Un groupe de pression

L'initiative de « refondation sociale », initiée en 1999 par Ernest-Antoine Seillière et son bras droit Denis Kessler, va concrétiser le nouveau cours de l'organisation patronale : la négociation interprofessionnelle au sommet est certes relancée, mais elle n'est que le véhicule permettant de décentraliser la négociation vers la branche et surtout vers les acteurs de l'entreprise. Sous couvert de défendre « l'autonomie contractuelle » contre l'emprise de la réglementation étatique, discours auquel certaines organisations syndicales sont toujours sensibles, l'initiative patronale vise à assouplir les normes régissant les relations de travail, en décentralisant la production des normes mais surtout en donnant davantage de capacité aux acteurs de l'entreprise de déroger aux normes de niveau supérieur.

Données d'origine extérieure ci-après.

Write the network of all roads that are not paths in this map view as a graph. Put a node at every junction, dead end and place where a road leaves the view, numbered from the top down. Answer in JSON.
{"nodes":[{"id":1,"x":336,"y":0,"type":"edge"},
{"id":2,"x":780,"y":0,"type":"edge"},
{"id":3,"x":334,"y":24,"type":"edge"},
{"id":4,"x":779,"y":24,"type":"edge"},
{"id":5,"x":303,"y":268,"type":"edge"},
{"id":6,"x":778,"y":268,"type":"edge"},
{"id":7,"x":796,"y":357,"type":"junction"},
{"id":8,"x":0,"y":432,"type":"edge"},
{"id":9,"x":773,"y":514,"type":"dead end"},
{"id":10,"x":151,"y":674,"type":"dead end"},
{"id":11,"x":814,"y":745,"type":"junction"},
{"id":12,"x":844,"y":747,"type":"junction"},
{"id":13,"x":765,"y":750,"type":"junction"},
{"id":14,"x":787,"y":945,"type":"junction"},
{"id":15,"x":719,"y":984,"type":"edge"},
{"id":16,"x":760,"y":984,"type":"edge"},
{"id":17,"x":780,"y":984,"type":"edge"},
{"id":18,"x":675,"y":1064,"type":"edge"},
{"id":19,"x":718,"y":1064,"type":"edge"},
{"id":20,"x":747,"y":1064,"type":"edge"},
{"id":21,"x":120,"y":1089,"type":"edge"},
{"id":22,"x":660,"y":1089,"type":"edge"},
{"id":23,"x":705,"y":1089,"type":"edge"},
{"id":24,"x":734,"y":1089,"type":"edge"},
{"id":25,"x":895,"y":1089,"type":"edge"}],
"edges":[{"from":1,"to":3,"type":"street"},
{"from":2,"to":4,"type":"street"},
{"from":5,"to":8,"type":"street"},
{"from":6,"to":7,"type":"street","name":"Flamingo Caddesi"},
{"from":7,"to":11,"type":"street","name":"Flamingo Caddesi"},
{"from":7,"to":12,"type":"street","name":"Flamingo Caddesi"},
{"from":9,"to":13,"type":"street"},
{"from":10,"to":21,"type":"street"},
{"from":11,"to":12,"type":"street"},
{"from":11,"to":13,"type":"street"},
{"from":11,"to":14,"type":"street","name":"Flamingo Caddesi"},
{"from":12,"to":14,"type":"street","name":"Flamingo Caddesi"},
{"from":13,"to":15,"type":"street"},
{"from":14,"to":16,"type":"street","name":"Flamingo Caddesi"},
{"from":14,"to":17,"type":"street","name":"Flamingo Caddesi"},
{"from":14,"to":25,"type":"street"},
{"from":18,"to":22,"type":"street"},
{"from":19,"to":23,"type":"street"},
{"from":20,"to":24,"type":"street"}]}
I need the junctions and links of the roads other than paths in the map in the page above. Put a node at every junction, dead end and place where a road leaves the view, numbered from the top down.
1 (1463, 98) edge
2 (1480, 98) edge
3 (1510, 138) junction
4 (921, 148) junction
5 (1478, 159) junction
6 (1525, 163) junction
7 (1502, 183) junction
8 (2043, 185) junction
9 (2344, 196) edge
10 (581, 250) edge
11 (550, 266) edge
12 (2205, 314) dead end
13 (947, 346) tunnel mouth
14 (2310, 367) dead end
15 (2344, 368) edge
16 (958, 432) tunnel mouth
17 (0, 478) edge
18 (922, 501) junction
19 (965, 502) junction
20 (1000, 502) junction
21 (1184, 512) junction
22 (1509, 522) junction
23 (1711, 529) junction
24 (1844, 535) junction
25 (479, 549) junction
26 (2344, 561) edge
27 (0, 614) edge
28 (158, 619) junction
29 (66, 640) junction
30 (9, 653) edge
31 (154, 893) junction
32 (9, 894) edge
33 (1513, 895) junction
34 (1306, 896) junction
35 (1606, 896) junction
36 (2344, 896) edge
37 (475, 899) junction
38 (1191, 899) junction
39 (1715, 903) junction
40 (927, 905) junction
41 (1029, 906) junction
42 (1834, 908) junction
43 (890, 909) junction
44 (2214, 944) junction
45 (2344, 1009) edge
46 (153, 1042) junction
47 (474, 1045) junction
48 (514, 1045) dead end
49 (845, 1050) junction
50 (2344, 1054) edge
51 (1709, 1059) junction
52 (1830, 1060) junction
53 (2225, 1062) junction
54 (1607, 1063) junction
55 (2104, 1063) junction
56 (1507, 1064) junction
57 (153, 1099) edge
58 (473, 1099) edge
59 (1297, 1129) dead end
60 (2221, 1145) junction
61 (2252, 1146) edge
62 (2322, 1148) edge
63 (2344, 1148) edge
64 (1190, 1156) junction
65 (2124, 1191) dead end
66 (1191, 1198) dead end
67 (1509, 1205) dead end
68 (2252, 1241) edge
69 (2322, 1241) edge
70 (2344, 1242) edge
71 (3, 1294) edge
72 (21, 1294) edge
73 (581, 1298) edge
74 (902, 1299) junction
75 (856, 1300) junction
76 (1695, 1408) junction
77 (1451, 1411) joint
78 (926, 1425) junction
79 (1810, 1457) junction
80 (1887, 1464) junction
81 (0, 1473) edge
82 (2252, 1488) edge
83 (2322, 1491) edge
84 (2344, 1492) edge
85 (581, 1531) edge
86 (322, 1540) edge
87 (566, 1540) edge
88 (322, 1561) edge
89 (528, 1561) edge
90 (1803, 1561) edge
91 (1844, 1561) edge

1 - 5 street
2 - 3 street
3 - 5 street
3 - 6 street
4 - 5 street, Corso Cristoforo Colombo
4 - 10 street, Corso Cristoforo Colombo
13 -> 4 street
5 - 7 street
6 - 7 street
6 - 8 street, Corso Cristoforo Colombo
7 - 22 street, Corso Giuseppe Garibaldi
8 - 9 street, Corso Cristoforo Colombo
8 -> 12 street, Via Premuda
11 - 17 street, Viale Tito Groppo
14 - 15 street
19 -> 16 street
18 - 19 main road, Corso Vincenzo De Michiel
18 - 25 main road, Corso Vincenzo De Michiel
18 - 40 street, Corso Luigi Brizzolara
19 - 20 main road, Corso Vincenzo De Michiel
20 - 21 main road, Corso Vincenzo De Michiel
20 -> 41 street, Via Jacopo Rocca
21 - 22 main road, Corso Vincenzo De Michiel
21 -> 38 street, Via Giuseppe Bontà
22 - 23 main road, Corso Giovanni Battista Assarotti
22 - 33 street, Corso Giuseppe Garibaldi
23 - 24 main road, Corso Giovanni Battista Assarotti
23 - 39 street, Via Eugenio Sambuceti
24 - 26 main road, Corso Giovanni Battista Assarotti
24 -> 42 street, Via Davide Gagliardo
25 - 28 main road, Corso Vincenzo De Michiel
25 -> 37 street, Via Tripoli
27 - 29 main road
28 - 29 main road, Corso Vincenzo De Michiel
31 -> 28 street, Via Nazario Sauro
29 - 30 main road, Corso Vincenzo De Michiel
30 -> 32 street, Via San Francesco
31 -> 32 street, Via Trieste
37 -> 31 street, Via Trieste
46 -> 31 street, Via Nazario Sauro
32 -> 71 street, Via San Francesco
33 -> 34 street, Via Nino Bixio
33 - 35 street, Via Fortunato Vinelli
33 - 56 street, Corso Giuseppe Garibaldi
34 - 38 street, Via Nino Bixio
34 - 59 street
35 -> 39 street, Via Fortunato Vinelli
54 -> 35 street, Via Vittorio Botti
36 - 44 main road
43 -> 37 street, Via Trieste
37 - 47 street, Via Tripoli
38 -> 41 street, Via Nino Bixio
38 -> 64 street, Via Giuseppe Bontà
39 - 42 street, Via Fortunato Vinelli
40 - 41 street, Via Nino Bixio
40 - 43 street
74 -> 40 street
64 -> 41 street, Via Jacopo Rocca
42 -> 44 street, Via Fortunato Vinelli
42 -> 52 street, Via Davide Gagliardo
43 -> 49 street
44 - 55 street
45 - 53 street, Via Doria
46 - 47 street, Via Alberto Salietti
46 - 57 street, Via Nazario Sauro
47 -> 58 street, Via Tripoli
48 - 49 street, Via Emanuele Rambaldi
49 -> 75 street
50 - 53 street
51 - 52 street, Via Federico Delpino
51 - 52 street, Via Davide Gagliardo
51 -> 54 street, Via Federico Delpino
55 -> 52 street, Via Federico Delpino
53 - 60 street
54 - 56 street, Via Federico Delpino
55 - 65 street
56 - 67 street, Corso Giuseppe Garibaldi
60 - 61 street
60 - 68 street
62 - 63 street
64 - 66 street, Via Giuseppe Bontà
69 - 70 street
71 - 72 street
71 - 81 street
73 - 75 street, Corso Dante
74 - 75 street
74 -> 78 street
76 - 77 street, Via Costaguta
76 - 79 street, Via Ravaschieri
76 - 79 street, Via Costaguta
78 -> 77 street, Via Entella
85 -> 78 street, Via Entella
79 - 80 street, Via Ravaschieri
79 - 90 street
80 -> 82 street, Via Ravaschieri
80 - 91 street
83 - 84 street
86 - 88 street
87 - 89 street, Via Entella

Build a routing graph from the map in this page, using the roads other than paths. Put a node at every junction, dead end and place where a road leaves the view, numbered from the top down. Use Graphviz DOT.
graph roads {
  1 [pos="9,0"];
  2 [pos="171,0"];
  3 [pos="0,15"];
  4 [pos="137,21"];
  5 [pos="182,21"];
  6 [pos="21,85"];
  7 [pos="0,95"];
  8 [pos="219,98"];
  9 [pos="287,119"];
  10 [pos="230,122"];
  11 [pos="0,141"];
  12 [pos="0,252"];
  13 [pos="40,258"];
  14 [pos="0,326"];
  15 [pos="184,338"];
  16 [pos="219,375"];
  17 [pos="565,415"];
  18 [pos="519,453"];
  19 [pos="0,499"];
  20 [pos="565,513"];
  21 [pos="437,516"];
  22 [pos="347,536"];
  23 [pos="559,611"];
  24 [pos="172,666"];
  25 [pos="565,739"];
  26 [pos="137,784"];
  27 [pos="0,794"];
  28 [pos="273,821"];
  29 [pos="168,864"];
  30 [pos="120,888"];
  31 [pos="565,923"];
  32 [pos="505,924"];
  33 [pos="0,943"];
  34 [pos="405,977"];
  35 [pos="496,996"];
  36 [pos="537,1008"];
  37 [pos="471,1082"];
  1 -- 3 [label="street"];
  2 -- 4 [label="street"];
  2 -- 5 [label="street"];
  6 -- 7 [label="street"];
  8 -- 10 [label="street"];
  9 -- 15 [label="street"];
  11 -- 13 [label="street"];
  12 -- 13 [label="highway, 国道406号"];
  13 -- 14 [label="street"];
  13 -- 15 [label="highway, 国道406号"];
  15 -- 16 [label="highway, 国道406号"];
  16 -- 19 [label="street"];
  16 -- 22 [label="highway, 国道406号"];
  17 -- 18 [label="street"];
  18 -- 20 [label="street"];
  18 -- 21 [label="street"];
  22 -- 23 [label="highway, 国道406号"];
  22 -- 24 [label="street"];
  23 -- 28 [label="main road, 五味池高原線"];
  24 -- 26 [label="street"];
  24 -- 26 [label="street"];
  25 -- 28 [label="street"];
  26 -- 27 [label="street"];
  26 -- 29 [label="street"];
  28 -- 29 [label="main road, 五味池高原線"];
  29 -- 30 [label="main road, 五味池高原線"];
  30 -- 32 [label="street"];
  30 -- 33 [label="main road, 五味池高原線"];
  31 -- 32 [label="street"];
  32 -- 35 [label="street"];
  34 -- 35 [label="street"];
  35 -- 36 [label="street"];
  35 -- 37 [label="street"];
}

Par ailleurs, la « refondation sociale » fait l'objet d'une mise en scène médiatique qui place le Medef et son « projet de société » au centre du débat public et qui fait apparaître l'organisation comme le « parti de l'entreprise » et le héraut de la réforme néo-libérale radicale. Ce positionnement n'est pas sans risques pour le Medef, désormais davantage exposé aux incertitudes du contexte politique, ni pour la démocratie sociale dans son ensemble, car il tend à renforcer symétriquement les options étatistes des opposants au modèle libéral défendu par le patronat. Il n'est pas non plus dénué d'ambiguïtés : reprenant à son compte la posture favorite du syndicalisme, en l'inversant simplement, le patronat n'est jamais tant favorable à l'autonomie contractuelle que lorsque la gauche est au pouvoir, et jamais aussi peu réticent face à l'intervention du législateur que lorsque la majorité penche à droite (les « aménagements » apportés aux trente-cinq heures depuis 2001 en témoignent).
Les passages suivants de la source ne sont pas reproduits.